(Source data):
* * *
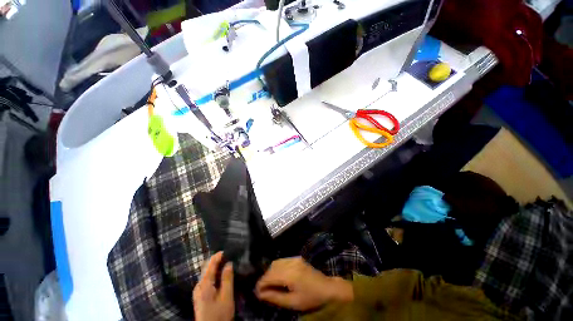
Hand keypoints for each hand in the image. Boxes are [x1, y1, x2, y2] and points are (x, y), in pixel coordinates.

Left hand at [193, 252, 234, 320]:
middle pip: (207, 267)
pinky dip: (214, 274)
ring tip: (227, 263)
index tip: (228, 250)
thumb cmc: (219, 314)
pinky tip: (221, 276)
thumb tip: (229, 263)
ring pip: (207, 273)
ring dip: (216, 267)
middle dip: (217, 260)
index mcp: (204, 284)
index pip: (210, 264)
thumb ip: (227, 279)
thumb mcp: (226, 297)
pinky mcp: (200, 295)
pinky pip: (206, 279)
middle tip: (229, 256)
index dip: (218, 255)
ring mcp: (198, 291)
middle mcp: (199, 285)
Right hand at [255, 257, 352, 310]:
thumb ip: (275, 297)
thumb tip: (260, 294)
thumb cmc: (310, 298)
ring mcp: (294, 258)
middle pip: (272, 267)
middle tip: (262, 290)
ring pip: (276, 262)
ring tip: (269, 284)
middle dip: (265, 278)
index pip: (270, 276)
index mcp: (290, 274)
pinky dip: (277, 268)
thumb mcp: (293, 302)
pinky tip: (277, 276)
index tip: (256, 292)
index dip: (261, 284)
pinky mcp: (297, 258)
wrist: (327, 288)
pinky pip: (282, 260)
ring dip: (270, 272)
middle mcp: (291, 262)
* * *
(Problem details):
Please print the entries exactly as they stand. Images are not part of the copy.

(Response to the task):
Hand keypoints for each hand in the image. Boxes are [x1, y1, x2, y2] and points are (x, y), in pixel coordinates.

Left hand at [193, 252, 234, 320]:
middle pip: (207, 267)
pinky dip: (214, 274)
ring tip: (227, 263)
index tip: (228, 250)
thumb cmc: (219, 314)
pinky tip: (221, 276)
thumb tip: (229, 263)
ring pip: (207, 273)
ring dip: (216, 267)
middle dip: (217, 260)
index mcp: (204, 284)
index pip: (210, 264)
thumb ip: (227, 279)
thumb mcp: (226, 297)
pinky mcp: (200, 295)
pinky pip: (206, 279)
middle tip: (229, 256)
index dip: (218, 255)
ring mcp: (198, 291)
middle mcp: (199, 285)
Right hand at [255, 257, 352, 310]:
thumb ip: (275, 297)
thumb tip: (260, 294)
thumb cmc: (310, 298)
ring mcp: (294, 258)
middle pip: (272, 267)
middle tip: (262, 290)
ring pip: (276, 262)
ring tip: (269, 284)
middle dip: (265, 278)
index pip: (270, 276)
index mcp: (290, 274)
pinky dip: (277, 268)
thumb mcp: (293, 302)
pinky tip: (277, 276)
index tip: (256, 292)
index dip: (261, 284)
pinky mcp: (297, 258)
wrist: (327, 288)
pinky pip: (282, 260)
ring dip: (270, 272)
middle mcp: (291, 262)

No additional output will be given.